Decide which Super Admins also keep username/password fallback
Super Admins can be configured to also retain username/password. Do this for one or two senior MSP techs, not for everyone. The fallback is the escape hatch, not the everyday login.
Document the recovery path
Where the credentials live, who can use them, what triggers their use (“IdP outage of more than 30 minutes affecting customer X”). Test the path during planned IdP maintenance, not during the actual incident.
Rotate when personnel change
Owner credential rotation is a quarterly task at minimum and a same-day task on personnel departure.
Worked example: Able Moose Group (enterprise)

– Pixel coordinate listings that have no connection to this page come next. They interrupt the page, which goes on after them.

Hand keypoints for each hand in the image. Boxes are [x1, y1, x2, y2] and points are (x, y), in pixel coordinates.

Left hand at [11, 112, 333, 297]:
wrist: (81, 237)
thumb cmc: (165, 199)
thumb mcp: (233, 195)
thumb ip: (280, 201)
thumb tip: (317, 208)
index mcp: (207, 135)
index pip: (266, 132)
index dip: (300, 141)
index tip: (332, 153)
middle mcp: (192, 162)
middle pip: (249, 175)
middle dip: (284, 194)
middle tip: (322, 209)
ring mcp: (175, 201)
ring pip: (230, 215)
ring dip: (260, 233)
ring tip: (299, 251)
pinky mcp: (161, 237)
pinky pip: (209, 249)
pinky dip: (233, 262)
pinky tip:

Able Moose Group, the Advanced-tier enterprise version of the persona, has 1,800 staff across 14 acquired sub-firms. Their identity setup:
| Layer | IdP | Notes |
|---|---|---|
| MSP side | MSP’s Okta tenant | All MSP techs SSO into the MSP organisation in DNSFilter. |
| Top-level Able Moose Group | Group’s Entra ID tenant | Customer’s central IT lead (one user) has Super Admin on the parent sub-org. Owner is held by the MSP service account. |
| 14 acquired sub-firms | Each on whatever OIDC-compatible IdP they had at acquisition | Until consolidation completes, each sub-org’s SSO is configured against the firm’s existing IdP via the generic OIDC flow. Consolidation is a multi-quarter project, and DNSFilter doesn’t block it. |
The fallback: MSP’s NOC lead has username/password Super Admin on the parent sub-org as the IdP-failure escape hatch. Owner credentials live in the MSP’s password vault with explicit access controls.
What this is NOT
- SSO removes the credential, not the entitlement. When a user leaves, you still need to remove their DNSFilter account or scope-down their roles. Mirror IdP group changes into Collection membership and review quarterly.
- SSO doesn’t satisfy MFA requirements. The IdP must enforce MFA on its side, and the Owner fallback needs its own MFA factor that doesn’t depend on the same IdP path (otherwise an IdP outage takes the escape hatch with it).